KEYPORT, Wa. (NNS) -- A team of eight engineers and logisticians from the NUWC Division Newport (NUWC) Division, Keyport spent two weeks in the field at Camp Lejeune, North Carolina, helping the Marines assess new technologies during the Fight the Naval Force Forward Advanced Naval Technology Exercise (FNFF ANTX) July 9-19.
The team observed and evaluated technologies intended to help the Marine Corps in a variety of missions, including command and control, logistics, autonomous vehicles, communications and force protection.
During the first week, the NUWC Division, Keyport team inspected and learned about each of the new technologies being prototyped. Some of these prototypes include the Common Unmanned Surface Vehicle (C-USV), a Marine all-terrain vehicle known as MRZR, which can be loaded with high bandwidth communications or anti-drone technologies, delivery systems for laying down temporary roadways or airports for vehicles up to 150 tons and, finally, a shipping container loaded with 3D printers to make parts needed by Marines in combat.
Laura Mortimore, a member of the NUWC Division, Keyport Non-Traditional Programs Office said she believes the FNFF ANTX exercise was an important step in increasing the seed with which the Navy-Marine Corps team can obtain new and innovative technologies.
“I think the ANTX is important because it has the potential to significantly speed up the acquisition process,” said Mortimore. “I will be able to use what I learned here to write more relevant proposals for project funding.”
The team was able to observe these technologies being utilized during integrated scenarios during the second week of the ANTX exercise.
One scenario involved a vehicle developer sending an electronic file to the 3D print lab, which then printed the part in under an hour. The demonstration included an unmanned aerial vehicle (UAV) being launched at sea from an Office of Naval Research (ONR) demonstration vessel to the shore to retrieve the 3D-printed part, and then flying it to a landing zone where Marine Light Assault Vehicles (LAVs) had established security around a prototype modular UAV landing pad. An LAV then took the part to the inoperable vehicle, and restored it to operational readiness.

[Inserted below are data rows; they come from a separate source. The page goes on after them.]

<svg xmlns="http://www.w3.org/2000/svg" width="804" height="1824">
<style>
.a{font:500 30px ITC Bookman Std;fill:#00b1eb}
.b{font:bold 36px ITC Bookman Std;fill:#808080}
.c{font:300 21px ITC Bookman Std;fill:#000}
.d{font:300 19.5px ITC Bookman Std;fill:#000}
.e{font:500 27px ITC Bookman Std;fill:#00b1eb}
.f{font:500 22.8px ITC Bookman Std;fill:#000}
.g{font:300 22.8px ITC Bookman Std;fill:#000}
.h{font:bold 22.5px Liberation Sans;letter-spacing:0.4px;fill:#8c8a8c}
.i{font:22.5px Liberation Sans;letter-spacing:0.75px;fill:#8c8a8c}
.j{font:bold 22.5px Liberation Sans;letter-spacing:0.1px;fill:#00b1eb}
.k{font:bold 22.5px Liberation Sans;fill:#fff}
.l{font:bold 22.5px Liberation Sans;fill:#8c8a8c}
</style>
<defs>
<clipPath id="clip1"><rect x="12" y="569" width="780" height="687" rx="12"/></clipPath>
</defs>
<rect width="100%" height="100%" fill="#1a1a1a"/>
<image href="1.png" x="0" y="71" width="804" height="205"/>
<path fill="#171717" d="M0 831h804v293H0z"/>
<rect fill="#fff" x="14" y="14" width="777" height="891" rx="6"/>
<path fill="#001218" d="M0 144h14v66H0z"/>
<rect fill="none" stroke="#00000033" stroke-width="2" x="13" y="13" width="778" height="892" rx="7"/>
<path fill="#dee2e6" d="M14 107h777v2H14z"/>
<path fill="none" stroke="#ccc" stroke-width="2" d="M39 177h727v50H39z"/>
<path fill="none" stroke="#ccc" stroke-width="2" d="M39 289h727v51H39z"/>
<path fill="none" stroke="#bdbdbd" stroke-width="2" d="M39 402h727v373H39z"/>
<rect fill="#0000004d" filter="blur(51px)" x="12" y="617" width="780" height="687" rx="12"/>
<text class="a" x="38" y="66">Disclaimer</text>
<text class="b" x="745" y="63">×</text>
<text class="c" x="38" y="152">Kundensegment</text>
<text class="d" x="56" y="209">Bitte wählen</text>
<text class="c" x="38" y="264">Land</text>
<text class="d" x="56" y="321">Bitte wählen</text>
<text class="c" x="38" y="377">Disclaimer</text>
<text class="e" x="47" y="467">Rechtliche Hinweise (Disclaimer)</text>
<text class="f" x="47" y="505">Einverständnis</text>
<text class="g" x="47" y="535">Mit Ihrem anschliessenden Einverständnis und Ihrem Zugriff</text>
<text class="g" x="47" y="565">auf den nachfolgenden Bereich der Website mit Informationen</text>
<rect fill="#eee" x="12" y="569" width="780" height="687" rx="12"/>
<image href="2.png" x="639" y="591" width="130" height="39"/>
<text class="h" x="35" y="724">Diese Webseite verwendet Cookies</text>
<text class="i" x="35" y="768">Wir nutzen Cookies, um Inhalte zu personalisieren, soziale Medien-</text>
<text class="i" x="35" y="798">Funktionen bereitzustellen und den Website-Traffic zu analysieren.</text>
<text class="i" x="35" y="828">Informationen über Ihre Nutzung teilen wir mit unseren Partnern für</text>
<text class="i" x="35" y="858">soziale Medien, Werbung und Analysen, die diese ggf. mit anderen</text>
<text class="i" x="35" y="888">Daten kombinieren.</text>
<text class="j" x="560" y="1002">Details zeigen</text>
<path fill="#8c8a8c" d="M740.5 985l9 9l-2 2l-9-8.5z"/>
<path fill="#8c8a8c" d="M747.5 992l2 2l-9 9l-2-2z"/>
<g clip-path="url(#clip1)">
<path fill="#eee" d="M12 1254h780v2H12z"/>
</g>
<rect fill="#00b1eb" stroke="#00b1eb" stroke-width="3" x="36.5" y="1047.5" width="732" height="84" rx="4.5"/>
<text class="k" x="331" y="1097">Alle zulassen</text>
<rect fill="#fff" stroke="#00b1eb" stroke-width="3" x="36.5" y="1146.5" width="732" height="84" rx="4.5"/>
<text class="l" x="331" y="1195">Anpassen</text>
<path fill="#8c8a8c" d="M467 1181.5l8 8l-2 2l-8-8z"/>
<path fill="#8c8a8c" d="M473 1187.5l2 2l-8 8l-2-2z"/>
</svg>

Ryan Liem-Salim, a Mechanical Engineer with NUWC Division, Keyport’s Undersea Test, Resources, Planning and Coordination Division found the time in North Carolina to be of definite benefit. He said the experience provided an eye-opening insight into the level of stress the Marines place on equipment being tested.
“ANTX has provided a wealth of knowledge that can only be taught by attending one,” said Liem-Salim. “Marines will take your one and only prototype, that your team has spent countless hours on, and who knows how much money, and shake it. Be ready for that!”
One reason the NUWC Division, Keyport team attended FNFF ANTX was to give the technology developers a chance to see how warfighters in the field operate.
“ANTX will help Keyport – and my performance – by fixing the focus on the needs of the warfighter,” said Caeleigh Villarreal, a NUWC Division, Keyport logistician. “The best gadget is only a door stop if a Marine won’t use it.”
The presence of the team was a critical part of NUWC Division, Keyport’s efforts to uphold Naval Sea Systems Command’s (NAVSEA) Campaign Plan 2.0, the strategic vision laid out by NAVSEA for all its subordinate commands to follow. Having the NUWC Division, Keyport team on the ground enabled them to better fulfill the Campaign Plan 2.0 goals of nimbly improving the warfighting capability of ships and systems while upholding a culture of affordability by finding ways to meet the warfighter’s needs faster and with less expense.
The final day of the exercise saw evaluation of the projects by senior Navy and Marine Corps officials, including James F. Geurts, Assistant Secretary of the Navy for Research, Development and Acquisition, Gen. Gary Thomas, Deputy Commandant of the Marine Corps and Eric Gillespie, NUWC Division, Keyport’s Deputy Technical Director.
Thomas said the new Commandant is hard at work developing a Concept of Operations, and said he was “very grateful to everyone for coming from across the country” to facilitate that development.
Secretary Guerts summed up the importance of the ANTX saying, “there’s nothing that can’t be solved with the right people in the room with a sense of purpose and humility.”